**Work order**.
Copy each line containing "grid" from the listing below.

--------------------------------------------------

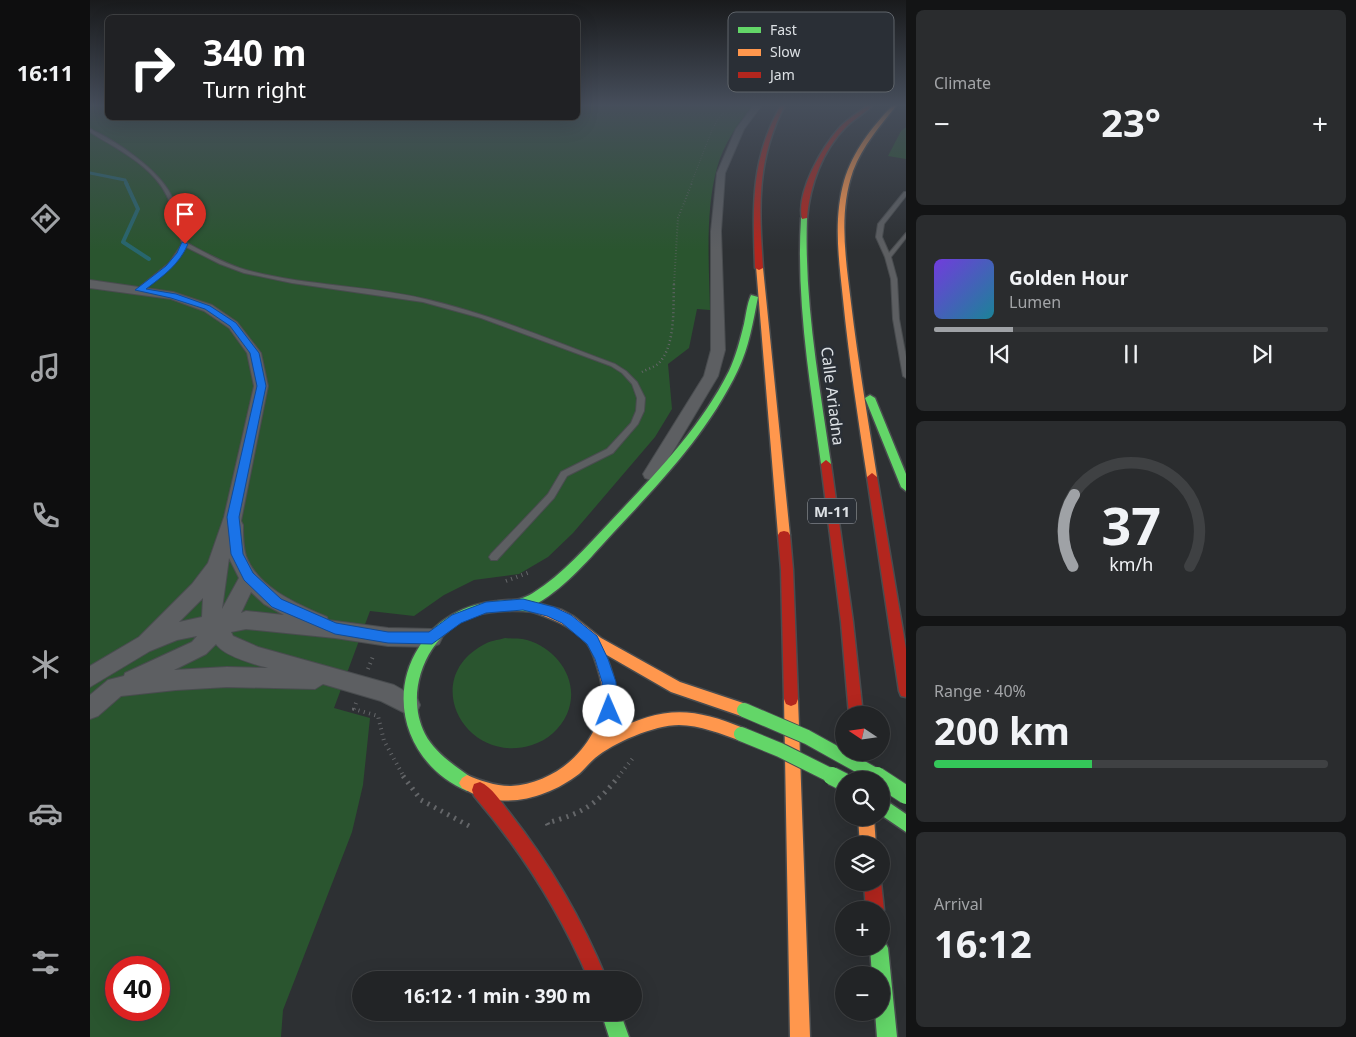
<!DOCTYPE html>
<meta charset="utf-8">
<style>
:root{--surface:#222426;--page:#2a2c2e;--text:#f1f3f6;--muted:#a2a4a7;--line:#3f4143;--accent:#9fa2a6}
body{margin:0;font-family:"Noto Sans",sans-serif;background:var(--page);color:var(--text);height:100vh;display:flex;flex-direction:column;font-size:19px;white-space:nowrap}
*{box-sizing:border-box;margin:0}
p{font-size:16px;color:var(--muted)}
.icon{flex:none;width:28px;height:28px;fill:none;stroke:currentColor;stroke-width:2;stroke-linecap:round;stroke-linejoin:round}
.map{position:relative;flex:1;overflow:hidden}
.side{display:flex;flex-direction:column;gap:10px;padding:10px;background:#131415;width:450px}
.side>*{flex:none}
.top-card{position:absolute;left:15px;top:15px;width:475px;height:105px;border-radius:8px;box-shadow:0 5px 20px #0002,0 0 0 1px var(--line);background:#202124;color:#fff;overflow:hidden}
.needle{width:32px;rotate:283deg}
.fabs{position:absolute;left:745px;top:706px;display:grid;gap:10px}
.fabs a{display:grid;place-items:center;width:55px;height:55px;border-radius:50%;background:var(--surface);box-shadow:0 5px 20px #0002,0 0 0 1px var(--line);font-size:25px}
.speed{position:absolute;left:15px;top:956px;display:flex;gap:10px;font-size:25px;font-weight:700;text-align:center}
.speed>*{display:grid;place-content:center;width:65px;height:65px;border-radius:50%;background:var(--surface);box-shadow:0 5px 20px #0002,0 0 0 1px var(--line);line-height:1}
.speed .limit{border:8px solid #d22;background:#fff;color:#111}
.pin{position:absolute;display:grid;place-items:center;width:42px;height:42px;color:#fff;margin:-51px -21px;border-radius:50% 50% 50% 0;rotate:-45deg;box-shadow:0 0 5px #0007}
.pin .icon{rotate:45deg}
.me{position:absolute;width:55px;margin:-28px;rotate:359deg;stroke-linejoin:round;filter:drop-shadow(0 0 4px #0008)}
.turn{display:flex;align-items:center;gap:18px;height:105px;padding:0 15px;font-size:22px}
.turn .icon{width:65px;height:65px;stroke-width:2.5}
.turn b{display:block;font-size:35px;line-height:42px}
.big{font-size:38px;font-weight:700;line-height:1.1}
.side .card{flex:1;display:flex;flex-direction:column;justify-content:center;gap:8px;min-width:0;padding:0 18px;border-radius:8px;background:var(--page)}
.side .dial{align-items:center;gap:0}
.dial svg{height:130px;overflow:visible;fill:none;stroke:var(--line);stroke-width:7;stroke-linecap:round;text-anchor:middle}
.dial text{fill:var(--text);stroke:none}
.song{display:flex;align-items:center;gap:15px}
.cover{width:60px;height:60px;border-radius:8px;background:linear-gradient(135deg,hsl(260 70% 55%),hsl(190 70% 35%))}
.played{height:5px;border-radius:2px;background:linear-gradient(90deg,var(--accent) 20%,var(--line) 20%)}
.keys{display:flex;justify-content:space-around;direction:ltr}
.heat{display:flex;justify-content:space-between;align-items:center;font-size:28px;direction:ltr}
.charge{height:8px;border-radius:4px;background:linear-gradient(90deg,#34c759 40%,var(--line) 0)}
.trip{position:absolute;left:262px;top:971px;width:290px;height:50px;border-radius:25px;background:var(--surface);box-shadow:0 5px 20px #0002,0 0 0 1px var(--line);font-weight:700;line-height:50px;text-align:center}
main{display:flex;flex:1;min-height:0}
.menu{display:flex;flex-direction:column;width:90px;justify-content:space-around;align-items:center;background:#0e0e0f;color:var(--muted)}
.menu .icon{width:35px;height:35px}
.menu .on{color:var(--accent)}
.menu b{font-size:22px;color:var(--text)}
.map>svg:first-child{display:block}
.green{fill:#2a552f;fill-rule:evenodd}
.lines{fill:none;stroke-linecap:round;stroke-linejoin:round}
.stream-far1{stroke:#28666e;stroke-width:3}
.stream{stroke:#28666e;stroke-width:4}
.lane-casing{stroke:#494c4f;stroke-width:2}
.street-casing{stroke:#494c4f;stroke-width:2}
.fast-casing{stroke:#494c4f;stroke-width:3}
.slow-casing{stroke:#494c4f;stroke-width:3}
.jam-casing{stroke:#494c4f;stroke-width:3}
.path-far4{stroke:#646669;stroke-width:1;stroke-dasharray:0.5 2;stroke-linecap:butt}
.path-far3{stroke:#646669;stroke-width:2;stroke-dasharray:0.5 2.5;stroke-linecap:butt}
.path-far2{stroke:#646669;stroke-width:2.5;stroke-dasharray:1 3;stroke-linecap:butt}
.path-far1{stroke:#646669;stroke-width:4;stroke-dasharray:1 4.5;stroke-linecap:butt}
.path{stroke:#646669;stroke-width:5;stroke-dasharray:2 5.5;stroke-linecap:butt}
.lane{fill:#5d5f62;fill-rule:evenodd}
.street{fill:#5d5f62;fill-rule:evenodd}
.fast{fill:#63d668;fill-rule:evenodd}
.slow{fill:#ff974d;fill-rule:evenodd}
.jam{fill:#b3261e;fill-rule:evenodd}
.fast-bridge-far1-casing{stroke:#494c4f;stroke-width:16;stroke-linecap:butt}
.fast-bridge-casing{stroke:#494c4f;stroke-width:20;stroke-linecap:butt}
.fast-bridge-far1{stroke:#63d668;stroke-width:14}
.fast-bridge{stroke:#63d668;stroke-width:18}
.route{fill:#1a73e8;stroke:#114b97}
.labels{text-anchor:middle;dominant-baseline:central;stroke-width:5;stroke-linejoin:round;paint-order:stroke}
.shield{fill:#2a2f36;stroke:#a7abb0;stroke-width:1}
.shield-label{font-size:15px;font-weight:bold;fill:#dce0e4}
.street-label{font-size:16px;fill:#dce0e4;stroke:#2a2f36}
.key{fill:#2a2f36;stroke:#5f646a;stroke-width:1}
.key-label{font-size:14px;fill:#dce0e4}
</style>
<main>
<nav class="menu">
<b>16:11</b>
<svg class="icon on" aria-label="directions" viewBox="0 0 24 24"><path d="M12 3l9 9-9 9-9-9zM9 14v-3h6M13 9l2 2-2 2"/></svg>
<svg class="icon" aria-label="music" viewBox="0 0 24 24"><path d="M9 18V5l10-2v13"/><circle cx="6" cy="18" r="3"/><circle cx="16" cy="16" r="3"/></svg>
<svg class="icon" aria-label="phone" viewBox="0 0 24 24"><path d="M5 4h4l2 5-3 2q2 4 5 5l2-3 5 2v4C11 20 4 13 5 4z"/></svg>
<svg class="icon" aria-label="climate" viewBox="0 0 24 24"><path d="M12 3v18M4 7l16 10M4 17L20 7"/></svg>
<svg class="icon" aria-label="car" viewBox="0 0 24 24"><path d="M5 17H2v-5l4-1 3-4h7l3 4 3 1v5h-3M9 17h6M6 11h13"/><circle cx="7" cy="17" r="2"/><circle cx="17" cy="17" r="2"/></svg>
<svg class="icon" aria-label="filters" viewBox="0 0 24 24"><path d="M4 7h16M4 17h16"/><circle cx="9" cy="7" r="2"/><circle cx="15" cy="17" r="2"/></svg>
</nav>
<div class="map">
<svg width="816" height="1037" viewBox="0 0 816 1037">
<rect width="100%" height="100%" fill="#2d3033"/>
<!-- green -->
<path class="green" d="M0 105H17L18 118H488V105H663C648 123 633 145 627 168 615 211 619 265 620 310L607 309 599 348 578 364 582 409 565 437 483 533 458 557 429 574 384 580 354 595 324 616 280 611 244 708 280 718 273 785 262 832 193 1010 191 1037H0ZM26 968H69V1010H26Z
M816 127V159L798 156 811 131Z
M415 638C422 639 430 638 437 640 468 649 491 682 477 714 470 729 458 740 442 745 376 766 329 680 393 645 399 641 408 640 415 638Z"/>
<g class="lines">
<!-- stream-far1 -->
<path class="stream-far1" d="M0 173 35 180 37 184"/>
<!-- stream -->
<path class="stream" d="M36 183 48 209 33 242 59 259"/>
<!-- lane casing -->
<g class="lane-casing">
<path id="lane" d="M0 129C26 141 68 169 81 195 89 210 91 227 97 243 116 253 135 264 156 270 214 286 276 285 335 299 400 314 463 341 525 364L536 371 547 382 555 398 554 411 548 424 523 453 477 476 464 498 407 560H401L399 557 401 554 458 494 471 472 517 449 541 423 546 411 547 398 542 384 532 373 521 366 391 318 333 302 202 283 154 273 130 264 96 247C86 266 68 278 51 291H47V289L79 263 92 244C87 228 84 211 77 196 63 166 27 149 0 132Z
M814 192H816V196L794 224 792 237 799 253 816 233V238L801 257 807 279 809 319 816 357V378L813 376 803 319 801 279 795 257 786 237 788 224Z"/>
</g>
<!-- street casing -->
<g class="street-casing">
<path id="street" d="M664 105H672L654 129 635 173 631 231 635 350 628 376 567 478 561 480 555 478 553 474 614 376 621 350V231L627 173 646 129Z
M0 280 83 292 122 305 147 322 171 353 178 386 151 521 153 525C153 535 153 546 156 556 168 588 207 604 237 617L238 620 298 628 342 629 349 632 352 638 349 644 342 647 298 646 245 638 156 629 141 632 143 636 168 647 304 685 327 698 330 705 327 712 319 715 291 701 233 684 225 689 137 687 86 690 31 696 8 716 0 719V695L18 680 34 676 35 673 102 642 107 636 87 640 60 651 0 687V666L49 637 102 584 118 563 134 517 164 386 157 353 139 328 114 311 81 299 0 288ZM139 558 149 578 132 609ZM161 592 174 604 194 615 156 611 151 613ZM113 598 112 617 89 622ZM126 644C134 656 163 664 178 668L137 667 84 670 116 654Z"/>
</g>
<!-- fast casing -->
<g class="fast-casing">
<path id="fast" d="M714 216 717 218C714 301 729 382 741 464L736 468 731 464C720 382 706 301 711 218Z
M661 295 668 297C663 322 659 347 648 370 618 433 569 484 523 533 500 558 477 586 448 603L450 607 448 611 444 612C424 610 403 610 383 616 338 632 313 691 335 734 345 753 365 766 382 778L385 783 382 788 377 791C320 767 295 700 329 647 346 619 375 604 407 601 423 599 428 602 443 593 473 574 496 547 520 522 564 475 610 429 639 371 646 356 650 340 654 324 656 315 657 304 661 295Z
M780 395 785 398 816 474V491L811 487 775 398Z
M791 797 816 814V832L791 815Z
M791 940 795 942 798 948 807 1037H787L785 1012H791V975H782L780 948H791Z
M511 1012H530L539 1037H519Z"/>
</g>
<!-- slow casing -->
<g class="slow-casing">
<path id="slow" d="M803 105H807C790 126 773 145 763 171 748 214 756 260 761 303 768 362 778 419 787 477L782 481 777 477C768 418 759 359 753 299 749 260 743 220 754 181 763 151 782 127 803 105Z
M666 266 673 268 700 535 698 538H690L688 535Z
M444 602 472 610 483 616 511 638 590 682 659 705 661 710 659 715 654 717 581 692 515 654C528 682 529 705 519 733 574 706 600 706 656 729L658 734 656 739 651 741C631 734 610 725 589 725 564 725 523 743 505 758 499 763 495 769 489 774 464 793 431 805 400 799 390 798 380 792 372 788L369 783 372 778 377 775C391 781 405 786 421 786 475 783 523 731 510 677 507 666 503 650 496 642 480 625 460 618 440 611L438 607 440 603Z
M701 692 706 694 708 699 720 1037H700L694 699 696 694Z
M768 818H784L786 845H770Z"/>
</g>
<!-- jam casing -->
<g class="jam-casing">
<path id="jam" d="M691 105H695C666 160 669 207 673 268L669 270 665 268C663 207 660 160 691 105Z
M778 105H783C775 113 764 119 756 127 732 151 720 185 717 218L712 219C706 192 732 147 750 127 759 118 769 112 778 105Z
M736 460 741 464 763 622 773 715H759L751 622 731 464Z
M782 473 787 477 816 649V697L811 696 809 691 777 477Z
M694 531 698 532 700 535 703 570 708 699 706 704 701 706 696 704 694 699 691 570 688 535 690 532Z
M390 782C402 787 411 802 419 812 460 864 492 919 517 980H499C470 912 432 852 384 796L382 790 384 784Z
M774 882H791L794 910 791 916V910H776Z"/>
</g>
<!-- path-far4 -->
<path class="path-far4" d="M601 184 622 130 628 119 643 105"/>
<!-- path-far3 -->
<path class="path-far3" d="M584 284 588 218 602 183"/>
<!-- path-far2 -->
<path class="path-far2" d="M552 372C557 369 565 367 569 363 586 345 583 306 584 283"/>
<!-- path-far1 -->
<path class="path-far1" d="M416 581 440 572
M278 669 284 654
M266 703 264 709 288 716 294 741 314 777
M528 777 543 758"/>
<!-- path -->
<path class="path" d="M313 776 331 800 381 827
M458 825 457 823C493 813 506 805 529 776"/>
<!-- lane -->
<use href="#lane" class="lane"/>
<!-- street -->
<use href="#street" class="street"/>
<!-- fast -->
<use href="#fast" class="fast"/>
<!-- slow -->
<use href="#slow" class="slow"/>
<!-- jam -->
<use href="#jam" class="jam"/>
<!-- fast-bridge-far1 casing -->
<g class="fast-bridge-far1-casing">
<path id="fast-bridge-far1" d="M654 710 717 737 789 777
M651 734 690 750 744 777"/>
</g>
<!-- fast-bridge casing -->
<g class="fast-bridge-casing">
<path id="fast-bridge" d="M742 776 754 782
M787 776 816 795"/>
</g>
<!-- fast-bridge-far1 -->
<use href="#fast-bridge-far1" class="fast-bridge-far1"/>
<!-- fast-bridge -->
<use href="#fast-bridge" class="fast-bridge"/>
</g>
<!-- sky -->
<linearGradient id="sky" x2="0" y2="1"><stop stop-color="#191a1c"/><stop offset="0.42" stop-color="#464e5b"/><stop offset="1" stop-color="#464e5b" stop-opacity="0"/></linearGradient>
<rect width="816" height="250" fill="url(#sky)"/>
<!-- route -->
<path class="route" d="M92 242 98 244C89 265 73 276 56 289L86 294 120 306 146 323 169 353 176 386 149 517 153 554 163 573 191 599 246 623 298 632H339L362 615 396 602 433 599 464 607 481 615 507 636 518 659 526 682 527 711 524 716 519 718 514 716 512 711V682L505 659 497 644 472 623 457 616 433 610 396 613 371 623 342 644 298 643 245 634 182 607 154 580 141 554 137 517 167 386 160 353 140 326 115 309 81 298 45 290 76 266 87 253Z"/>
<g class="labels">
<!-- shield labels -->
<rect class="shield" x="718" y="498.5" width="48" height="25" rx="4"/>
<g class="shield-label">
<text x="742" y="511">M-11</text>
</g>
<!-- street labels -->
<g class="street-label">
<text transform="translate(743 396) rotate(83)">Calle Ariadna</text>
</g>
</g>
<!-- legend -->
<rect x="638" y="12" width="166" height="80" rx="8" class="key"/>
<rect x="648" y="27" width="23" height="6" fill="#63d668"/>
<rect x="648" y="49" width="23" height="7" fill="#ff974d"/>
<rect x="648" y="72" width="23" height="6" fill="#b3261e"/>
<g class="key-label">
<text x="680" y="35">Fast</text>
<text x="680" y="57">Slow</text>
<text x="680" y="80">Jam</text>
</g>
</svg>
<div class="fabs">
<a><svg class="needle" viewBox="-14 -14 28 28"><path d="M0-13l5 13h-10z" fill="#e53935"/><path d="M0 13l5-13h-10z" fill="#a2a4a7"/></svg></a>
<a><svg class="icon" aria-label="search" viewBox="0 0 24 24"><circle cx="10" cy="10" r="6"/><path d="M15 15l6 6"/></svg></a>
<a><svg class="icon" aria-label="layers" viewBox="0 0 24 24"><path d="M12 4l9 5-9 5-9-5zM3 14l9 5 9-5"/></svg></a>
<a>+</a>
<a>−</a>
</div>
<div class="speed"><div class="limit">40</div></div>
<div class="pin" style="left:95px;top:244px;background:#d93025"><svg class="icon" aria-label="arrive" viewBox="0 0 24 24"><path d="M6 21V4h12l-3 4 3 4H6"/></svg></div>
<svg class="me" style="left:519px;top:711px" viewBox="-20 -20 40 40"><circle r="19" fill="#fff"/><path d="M0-13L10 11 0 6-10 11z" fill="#1a73e8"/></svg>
<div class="trip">16:12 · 1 min · 390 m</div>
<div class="top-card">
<div class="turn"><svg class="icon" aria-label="right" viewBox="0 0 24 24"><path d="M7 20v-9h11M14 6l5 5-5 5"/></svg><div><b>340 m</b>Turn right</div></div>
</div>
</div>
<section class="side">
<div class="card"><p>Climate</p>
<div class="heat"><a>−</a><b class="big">23°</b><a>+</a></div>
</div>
<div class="card">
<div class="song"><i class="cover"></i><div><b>Golden Hour</b><p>Lumen</p></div></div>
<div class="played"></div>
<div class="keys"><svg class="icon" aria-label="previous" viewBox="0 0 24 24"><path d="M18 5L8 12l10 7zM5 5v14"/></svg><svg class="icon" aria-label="pause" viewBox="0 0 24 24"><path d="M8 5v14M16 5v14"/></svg><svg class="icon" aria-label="next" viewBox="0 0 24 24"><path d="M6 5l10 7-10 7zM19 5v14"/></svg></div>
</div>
<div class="card dial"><svg viewBox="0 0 100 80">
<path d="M14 69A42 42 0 1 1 86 69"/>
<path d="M14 69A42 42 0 0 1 15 25" stroke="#9fa2a6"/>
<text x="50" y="56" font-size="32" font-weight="700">37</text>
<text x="50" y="72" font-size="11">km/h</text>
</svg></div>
<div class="card"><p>Range · 40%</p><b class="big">200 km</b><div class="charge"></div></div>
<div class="card"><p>Arrival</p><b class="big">16:12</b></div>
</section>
</main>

--------------------------------------------------

**Solution to this exercise**.
.fabs{position:absolute;left:745px;top:706px;display:grid;gap:10px}
.fabs a{display:grid;place-items:center;width:55px;height:55px;border-radius:50%;background:var(--surface);box-shadow:0 5px 20px #0002,0 0 0 1px var(--line);font-size:25px}
.speed>*{display:grid;place-content:center;width:65px;height:65px;border-radius:50%;background:var(--surface);box-shadow:0 5px 20px #0002,0 0 0 1px var(--line);line-height:1}
.pin{position:absolute;display:grid;place-items:center;width:42px;height:42px;color:#fff;margin:-51px -21px;border-radius:50% 50% 50% 0;rotate:-45deg;box-shadow:0 0 5px #0007}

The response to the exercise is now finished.